Sarah Palin says she would never apologize for America. Even though a Gallup poll says 18% of Americans think the sun revolves around the earth. No, they’re not stupid. They’re interplanetary mavericks. A third of Republicans believe Obama is not a citizen, and a third of Democrats believe that George Bush had prior knowledge of the 9/11 attacks, which is an absurd sentence because it contains the words “Bush” and “knowledge.”

And these are the idiots we want to weigh in on the minutia of health care policy?

So, does this mean that we shouldn’t have the government run healthcare because it’s made up of the same group of idiots as these average Americans, or at least idiots elected by this wider group of idiots?  Or does this mean we should have the government run it, because if the average American is this dumb, they can’t be trusted with making healthcare decisions either?

I thought it was “against” until I read this: (and the user comments)

And if you want to call me an elitist for this, I say thank you. Yes, I want decisions made by an elite group of people who know what they’re talking about.
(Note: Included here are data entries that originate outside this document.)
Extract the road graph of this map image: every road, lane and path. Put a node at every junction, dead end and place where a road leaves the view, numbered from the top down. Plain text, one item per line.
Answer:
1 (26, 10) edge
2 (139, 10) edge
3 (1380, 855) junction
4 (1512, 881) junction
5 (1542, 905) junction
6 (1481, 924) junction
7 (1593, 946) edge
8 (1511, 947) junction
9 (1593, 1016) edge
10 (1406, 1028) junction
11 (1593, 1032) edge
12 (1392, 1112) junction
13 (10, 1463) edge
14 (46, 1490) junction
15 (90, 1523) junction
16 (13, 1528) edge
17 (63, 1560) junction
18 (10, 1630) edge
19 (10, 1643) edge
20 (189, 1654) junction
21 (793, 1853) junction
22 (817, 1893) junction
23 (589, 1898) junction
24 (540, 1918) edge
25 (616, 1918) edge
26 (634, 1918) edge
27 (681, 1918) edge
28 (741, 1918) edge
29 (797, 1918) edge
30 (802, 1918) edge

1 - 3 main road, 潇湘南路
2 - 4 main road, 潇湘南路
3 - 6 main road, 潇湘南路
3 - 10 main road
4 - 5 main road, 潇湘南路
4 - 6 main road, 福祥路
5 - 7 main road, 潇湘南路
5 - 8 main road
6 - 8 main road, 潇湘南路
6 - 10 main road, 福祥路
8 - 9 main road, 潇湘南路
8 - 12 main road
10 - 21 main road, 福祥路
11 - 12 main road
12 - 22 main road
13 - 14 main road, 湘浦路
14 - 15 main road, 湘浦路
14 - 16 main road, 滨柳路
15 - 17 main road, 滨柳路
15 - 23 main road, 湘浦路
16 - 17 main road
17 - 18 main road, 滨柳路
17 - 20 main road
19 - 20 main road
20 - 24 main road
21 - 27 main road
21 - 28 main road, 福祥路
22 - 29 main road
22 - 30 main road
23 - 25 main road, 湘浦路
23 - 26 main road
That means Obama budget director Peter Orszag, not Sarah Palin.

Yet you can easily get two people (both with credentials as impressive as Orszag’s) to disagree violently about healthcare reform, or even the budgetary analysis produced by him.  If the debate were between experts with PhD’s in one camp against geocentric idiots, that would be one thing.   But it’s not — and neither side has a monopoly on idiots or experts.  Sometimes being smart isn’t enough.

This article doesn’t have a bias at all, no sir:

LONDON, England (CNN) — Britons including Prime Minister Gordon Brown have leapt to the defense of their creaking healthcare service after President Barack Obama’s plans for a similar system in the United States were branded “evil” by Republicans.

Tens of thousands of people have joined a Twitter group expressing pride in the UK’s National Health Service (NHS), which offers free taxpayer-funded medical care to all British residents, while leading politicians have spoken out in support.

Leading politicians spoke out in support?  Shocking!  To be honest, though, the “death panel” thing is kind silly:

Republican former vice-presidential candidate Sarah Palin earlier this week condemned Obama’s plans to introduce a public heath insurance scheme as an “evil” move that would result in “death panels” deciding who would live or die.

I have no idea why anyone listens to her, but she actually demonstrates a really good point, if not intentionally.  Of course no one is going to say “sorry, grandma, time to die.”  But that’s the problem — if everyone thinks that it’s horribly immoral to officially deny people care, and voters can vote people into power who can promise them more care, then there is no way on earth we are going to control costs.  It’s fine if you consider giving people more care a feature, (as I do) but then the whole saving-money thing goes right out the window.  And we can’t afford a national healthcare plan that doesn’t massively cut costs, at least not without spending cuts that not a single politician is proposing.

Healthcare reform that will provide more healthcare to those who want it will cost more than we can afford to spend without massive spending cuts in other areas, which are not being proposed.  Reform that cuts costs to the extent that is necessary will be too unpopular to be sustained, or will drastically curtail individual freedoms with regard to what you eat, what you risk, and how much you exercise.  Reform that provides better results will cost increasingly large amounts of money, and will be popular enough that people will vote themselves more of it.  Anyone proposing reform that does all three is operating on the same reality level as magical flying unicorns.

Finally: if we spend too much on healthcare, we risk causing financial problems that will damage the well-being of Americans more than not having healthcare.  The moral debate about reform is another issue.  Right now, we can’t afford it.